Apparently, the heavily armed infant favours a Beretta 686 double barrelled 12-bore shotgun, bought for him by a doting grandfather. The lad's father, Howard Ludwig, a former reporter and stay-at-home dad, tells the story in the Chicago Sun-Times.
The application document wasn't a real Web 2.0 form, merely printed out from the State Police website, but it worked anyway - after a couple of false starts.
Apparently, Ludwig applied for a Firearms Owner Identification (FOID) card for his boy in a jocular spirit.
"I was expecting an official letter that went something like:"
Attention Father of the Year,
We are not issuing a FOID card to an infant.
The Illinois State Police.
But, in fact, the authorities' only quibble was that Ludwig had failed to indicate that his son was a US citizen. Then there was another form-filling error. But Ludwig had the bit between his teeth.
"Maybe they figured I'd give up after two failed attempts. But as a stay-at-home dad, I am used to overcoming setbacks. This was nothing compared to diaper rash," he says.

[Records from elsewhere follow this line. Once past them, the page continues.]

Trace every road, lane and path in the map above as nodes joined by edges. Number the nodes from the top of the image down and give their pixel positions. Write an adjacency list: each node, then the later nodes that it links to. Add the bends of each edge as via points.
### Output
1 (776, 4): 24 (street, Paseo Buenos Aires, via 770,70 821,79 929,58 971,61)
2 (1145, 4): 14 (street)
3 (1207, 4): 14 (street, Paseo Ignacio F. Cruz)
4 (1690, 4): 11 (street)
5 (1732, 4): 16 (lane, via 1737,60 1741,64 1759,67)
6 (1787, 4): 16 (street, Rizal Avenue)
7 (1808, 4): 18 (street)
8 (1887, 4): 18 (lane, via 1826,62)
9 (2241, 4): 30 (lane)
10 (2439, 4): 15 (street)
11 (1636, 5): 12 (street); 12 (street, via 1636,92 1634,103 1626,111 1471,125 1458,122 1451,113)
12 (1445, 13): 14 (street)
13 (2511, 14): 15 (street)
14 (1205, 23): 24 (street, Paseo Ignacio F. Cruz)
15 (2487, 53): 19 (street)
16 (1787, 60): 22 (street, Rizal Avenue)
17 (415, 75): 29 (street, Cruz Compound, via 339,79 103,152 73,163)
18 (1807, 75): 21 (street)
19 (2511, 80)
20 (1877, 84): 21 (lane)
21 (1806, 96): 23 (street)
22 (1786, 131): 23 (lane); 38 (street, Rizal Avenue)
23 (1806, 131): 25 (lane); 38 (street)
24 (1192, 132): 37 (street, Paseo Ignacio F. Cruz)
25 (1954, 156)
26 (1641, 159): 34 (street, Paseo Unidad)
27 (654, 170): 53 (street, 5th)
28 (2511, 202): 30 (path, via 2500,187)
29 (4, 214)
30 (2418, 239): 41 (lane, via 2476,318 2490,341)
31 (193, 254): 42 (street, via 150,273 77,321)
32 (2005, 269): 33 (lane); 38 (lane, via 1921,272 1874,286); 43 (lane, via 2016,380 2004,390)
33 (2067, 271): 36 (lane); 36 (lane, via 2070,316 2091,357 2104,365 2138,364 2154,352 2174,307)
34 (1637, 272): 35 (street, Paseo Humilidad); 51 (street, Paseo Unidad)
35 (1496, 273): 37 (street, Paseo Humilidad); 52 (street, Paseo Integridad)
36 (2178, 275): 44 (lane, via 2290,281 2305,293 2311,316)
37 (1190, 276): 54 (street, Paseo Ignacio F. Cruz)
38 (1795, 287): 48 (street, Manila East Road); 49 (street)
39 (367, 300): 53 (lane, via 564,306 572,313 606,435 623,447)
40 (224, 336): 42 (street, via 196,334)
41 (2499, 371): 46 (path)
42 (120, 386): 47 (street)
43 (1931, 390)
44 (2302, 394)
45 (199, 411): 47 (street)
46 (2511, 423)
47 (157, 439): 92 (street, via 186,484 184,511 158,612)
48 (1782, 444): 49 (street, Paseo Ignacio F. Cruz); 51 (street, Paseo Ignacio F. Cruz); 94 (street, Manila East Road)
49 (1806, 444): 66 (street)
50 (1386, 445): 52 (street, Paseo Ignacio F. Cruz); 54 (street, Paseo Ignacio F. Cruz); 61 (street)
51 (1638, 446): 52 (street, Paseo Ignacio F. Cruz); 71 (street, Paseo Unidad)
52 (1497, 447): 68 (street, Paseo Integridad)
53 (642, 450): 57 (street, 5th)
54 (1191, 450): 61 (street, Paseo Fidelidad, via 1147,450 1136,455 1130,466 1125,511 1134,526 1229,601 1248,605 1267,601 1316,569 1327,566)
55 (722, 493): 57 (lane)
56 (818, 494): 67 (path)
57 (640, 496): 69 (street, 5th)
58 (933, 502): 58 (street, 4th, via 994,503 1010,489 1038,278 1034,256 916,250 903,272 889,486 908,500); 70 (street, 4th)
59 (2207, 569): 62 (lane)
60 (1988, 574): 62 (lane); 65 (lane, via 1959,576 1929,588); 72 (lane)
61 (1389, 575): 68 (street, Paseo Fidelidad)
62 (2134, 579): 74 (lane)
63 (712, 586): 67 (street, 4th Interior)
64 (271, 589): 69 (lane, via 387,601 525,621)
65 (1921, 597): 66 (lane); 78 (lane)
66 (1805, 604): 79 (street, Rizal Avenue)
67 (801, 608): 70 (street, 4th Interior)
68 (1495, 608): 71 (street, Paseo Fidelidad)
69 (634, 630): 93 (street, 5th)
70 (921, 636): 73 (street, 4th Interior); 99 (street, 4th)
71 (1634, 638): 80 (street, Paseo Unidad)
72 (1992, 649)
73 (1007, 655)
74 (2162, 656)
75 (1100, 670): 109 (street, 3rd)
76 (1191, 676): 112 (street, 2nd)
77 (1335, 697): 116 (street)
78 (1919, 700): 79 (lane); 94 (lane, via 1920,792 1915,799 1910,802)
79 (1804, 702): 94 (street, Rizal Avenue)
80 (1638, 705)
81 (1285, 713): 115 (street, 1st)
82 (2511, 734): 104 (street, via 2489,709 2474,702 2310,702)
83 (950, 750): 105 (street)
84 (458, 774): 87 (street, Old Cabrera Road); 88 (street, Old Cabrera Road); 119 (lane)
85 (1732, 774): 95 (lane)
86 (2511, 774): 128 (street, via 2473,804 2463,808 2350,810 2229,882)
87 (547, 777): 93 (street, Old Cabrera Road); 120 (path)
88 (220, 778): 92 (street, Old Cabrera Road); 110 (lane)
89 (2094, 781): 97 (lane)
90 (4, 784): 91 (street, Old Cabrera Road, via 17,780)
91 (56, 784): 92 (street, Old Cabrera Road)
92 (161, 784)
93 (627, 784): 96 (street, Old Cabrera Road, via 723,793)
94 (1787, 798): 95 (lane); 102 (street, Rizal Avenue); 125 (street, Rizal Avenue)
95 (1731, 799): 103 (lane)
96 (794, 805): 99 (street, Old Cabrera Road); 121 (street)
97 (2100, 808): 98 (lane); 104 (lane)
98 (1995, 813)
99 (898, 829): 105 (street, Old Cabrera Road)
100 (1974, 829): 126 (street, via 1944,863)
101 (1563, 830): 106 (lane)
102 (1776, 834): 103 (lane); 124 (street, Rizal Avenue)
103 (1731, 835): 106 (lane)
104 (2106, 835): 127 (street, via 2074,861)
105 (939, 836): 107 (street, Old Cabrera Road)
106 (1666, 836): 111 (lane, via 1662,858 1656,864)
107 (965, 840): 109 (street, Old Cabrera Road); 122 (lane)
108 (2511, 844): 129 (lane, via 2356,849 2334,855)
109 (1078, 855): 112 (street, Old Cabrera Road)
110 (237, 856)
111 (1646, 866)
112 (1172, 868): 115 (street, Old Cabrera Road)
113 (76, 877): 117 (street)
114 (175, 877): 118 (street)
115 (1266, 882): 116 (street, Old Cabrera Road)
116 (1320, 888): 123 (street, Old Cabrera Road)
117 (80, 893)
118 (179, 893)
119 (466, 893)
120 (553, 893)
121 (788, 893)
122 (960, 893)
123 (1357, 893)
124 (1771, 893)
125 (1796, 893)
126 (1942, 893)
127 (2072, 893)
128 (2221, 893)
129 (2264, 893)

On the third try, the Illinois plods duly sent out an FOID for the tooled-up tot.
"The plastic card has a picture of Bubba giving a toothless grin in the upper right corner. It includes his name, address, and date of birth - 6/14/2006," says Ludwig. "[It] lists his height (2 feet, 3 inches) and his weight (20 pounds).
"His signature is superimposed at the bottom. Since Bubba can't sign his name, I simply placed a pen in his hand. He made the scribble."
The document allows its bearer to own a firearm and ammunition. The tiny gunslinger is also permitted to legally transport an unloaded weapon. "Though he can't yet walk, so that's not an issue," notes his dad.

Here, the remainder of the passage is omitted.